*** Data records ***

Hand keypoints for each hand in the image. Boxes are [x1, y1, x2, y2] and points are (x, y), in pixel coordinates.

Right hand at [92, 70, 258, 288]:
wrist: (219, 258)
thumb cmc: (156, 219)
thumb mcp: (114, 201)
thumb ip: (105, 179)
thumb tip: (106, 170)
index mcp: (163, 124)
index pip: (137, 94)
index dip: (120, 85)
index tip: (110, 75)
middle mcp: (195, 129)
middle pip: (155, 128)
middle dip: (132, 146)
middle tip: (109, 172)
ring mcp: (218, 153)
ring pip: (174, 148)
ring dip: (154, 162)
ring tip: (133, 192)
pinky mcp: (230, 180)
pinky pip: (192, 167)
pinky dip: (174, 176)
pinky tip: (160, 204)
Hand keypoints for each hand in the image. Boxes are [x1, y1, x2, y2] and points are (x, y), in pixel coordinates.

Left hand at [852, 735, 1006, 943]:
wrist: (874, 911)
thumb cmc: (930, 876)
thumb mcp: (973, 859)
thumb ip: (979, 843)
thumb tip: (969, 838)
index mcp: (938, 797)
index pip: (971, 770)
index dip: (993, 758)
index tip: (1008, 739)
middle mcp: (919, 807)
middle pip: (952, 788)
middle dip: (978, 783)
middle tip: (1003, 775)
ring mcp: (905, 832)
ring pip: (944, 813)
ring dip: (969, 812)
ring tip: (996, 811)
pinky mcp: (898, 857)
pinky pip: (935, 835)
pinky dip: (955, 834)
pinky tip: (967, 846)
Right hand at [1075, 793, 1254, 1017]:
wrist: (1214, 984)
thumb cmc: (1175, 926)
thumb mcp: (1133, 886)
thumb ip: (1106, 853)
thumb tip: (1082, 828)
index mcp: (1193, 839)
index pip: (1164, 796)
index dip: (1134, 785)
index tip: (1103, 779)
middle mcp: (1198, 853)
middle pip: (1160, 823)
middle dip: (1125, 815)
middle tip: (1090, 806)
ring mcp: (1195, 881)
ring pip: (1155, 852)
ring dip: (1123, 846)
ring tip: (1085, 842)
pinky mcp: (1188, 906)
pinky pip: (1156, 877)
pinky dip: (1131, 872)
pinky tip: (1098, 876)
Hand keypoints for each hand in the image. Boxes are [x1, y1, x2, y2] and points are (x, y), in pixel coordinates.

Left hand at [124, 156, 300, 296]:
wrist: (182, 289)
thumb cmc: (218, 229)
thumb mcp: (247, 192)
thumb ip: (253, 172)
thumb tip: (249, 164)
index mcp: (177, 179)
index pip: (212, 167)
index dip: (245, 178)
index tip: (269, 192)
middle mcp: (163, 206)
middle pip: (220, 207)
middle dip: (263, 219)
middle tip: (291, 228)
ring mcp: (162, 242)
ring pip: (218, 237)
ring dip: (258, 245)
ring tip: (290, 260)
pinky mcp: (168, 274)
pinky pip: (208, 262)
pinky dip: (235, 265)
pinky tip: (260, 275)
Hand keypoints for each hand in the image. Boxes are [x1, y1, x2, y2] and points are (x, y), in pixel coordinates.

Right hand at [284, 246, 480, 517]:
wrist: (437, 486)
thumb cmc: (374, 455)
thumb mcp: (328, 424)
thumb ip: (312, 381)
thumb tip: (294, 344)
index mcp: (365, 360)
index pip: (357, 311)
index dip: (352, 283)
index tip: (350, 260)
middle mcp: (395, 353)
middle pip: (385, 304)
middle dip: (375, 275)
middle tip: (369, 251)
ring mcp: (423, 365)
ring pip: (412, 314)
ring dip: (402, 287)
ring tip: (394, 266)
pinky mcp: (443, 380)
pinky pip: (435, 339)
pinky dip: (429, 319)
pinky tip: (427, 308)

*** End of Data records ***

| Description of the task |
Reproduce every line above without error.

| Task answer |
Hand keypoints for each hand in the image. Boxes are [x1, y1, x2, y2] and points are (x, y), in pixel coordinates.

Right hand at [92, 70, 258, 288]:
wrist: (219, 258)
thumb cmc: (156, 219)
thumb mcp: (114, 201)
thumb ip: (105, 179)
thumb tip: (106, 170)
index mcp: (163, 124)
index pip: (137, 94)
index dip: (120, 85)
index tip: (110, 75)
middle mcp: (195, 129)
middle pip: (155, 128)
middle dip: (132, 146)
middle tip: (109, 172)
ring mcp: (218, 153)
ring pip: (174, 148)
ring dip: (154, 162)
ring tip: (133, 192)
pinky mcp: (230, 180)
pinky pip: (192, 167)
pinky dip: (174, 176)
pinky tip: (160, 204)
Hand keypoints for each hand in the image. Boxes are [x1, y1, x2, y2] and points are (x, y), in pixel coordinates.

Left hand at [852, 735, 1006, 943]:
wrist: (874, 911)
thumb cmc: (930, 876)
thumb mcp: (973, 859)
thumb ip: (979, 843)
thumb tip: (969, 838)
index mcp: (938, 797)
index pip: (971, 770)
index dip: (993, 758)
index tip: (1008, 739)
middle mcp: (919, 807)
middle pip: (952, 788)
middle dip: (978, 783)
middle tip: (1003, 775)
ring mcp: (905, 832)
ring pip: (944, 813)
ring dip: (969, 812)
ring tip: (996, 811)
pinky mcp: (898, 857)
pinky pip: (935, 835)
pinky dip: (955, 834)
pinky tip: (967, 846)
Right hand at [1075, 793, 1254, 1017]:
wrist: (1214, 984)
thumb cmc: (1175, 926)
thumb mcp: (1133, 886)
thumb ip: (1106, 853)
thumb tip: (1082, 828)
index mcp: (1193, 839)
index pip: (1164, 796)
index dip: (1134, 785)
index tip: (1103, 779)
middle mcp: (1198, 853)
middle pip: (1160, 823)
middle dip: (1125, 815)
middle tip: (1090, 806)
ring mcp: (1195, 881)
ring pip: (1155, 852)
ring dip: (1123, 846)
ring tip: (1085, 842)
pinky mcp: (1188, 906)
pinky pip: (1156, 877)
pinky dip: (1131, 872)
pinky tip: (1098, 876)
Hand keypoints for each hand in the image. Boxes are [x1, y1, x2, y2] and points are (x, y), in pixel coordinates.

Left hand at [124, 156, 300, 296]:
wrist: (182, 289)
thumb cmc: (218, 229)
thumb mcp: (247, 192)
thumb ip: (253, 172)
thumb tip: (249, 164)
index mcp: (177, 179)
index pip: (212, 167)
index dip: (245, 178)
index tip: (269, 192)
middle mcp: (163, 206)
middle pip: (220, 207)
middle dip: (263, 219)
middle tip: (291, 228)
ring mcp: (162, 242)
ring pip: (218, 237)
ring dip: (258, 245)
ring tip: (290, 260)
pinky mcp: (168, 274)
pinky pip: (208, 262)
pinky dip: (235, 265)
pinky tip: (260, 275)
Hand keypoints for each hand in the image. Boxes are [x1, y1, x2, y2] and points are (x, y), in pixel coordinates.

Right hand at [284, 246, 480, 517]:
wrist: (437, 486)
thumb cmc: (374, 455)
thumb mcp: (328, 424)
thumb ip: (312, 381)
thumb tip: (294, 344)
index mcp: (365, 360)
index pip: (357, 311)
index dip: (352, 283)
index tip: (350, 260)
middle mcp: (395, 353)
middle pip: (385, 304)
middle dip: (375, 275)
middle tip: (369, 251)
ring mcp: (423, 365)
ring pip: (412, 314)
ring dip: (402, 287)
ring tip: (394, 266)
pinky mcp: (443, 380)
pinky pip: (435, 339)
pinky dip: (429, 319)
pinky tip: (427, 308)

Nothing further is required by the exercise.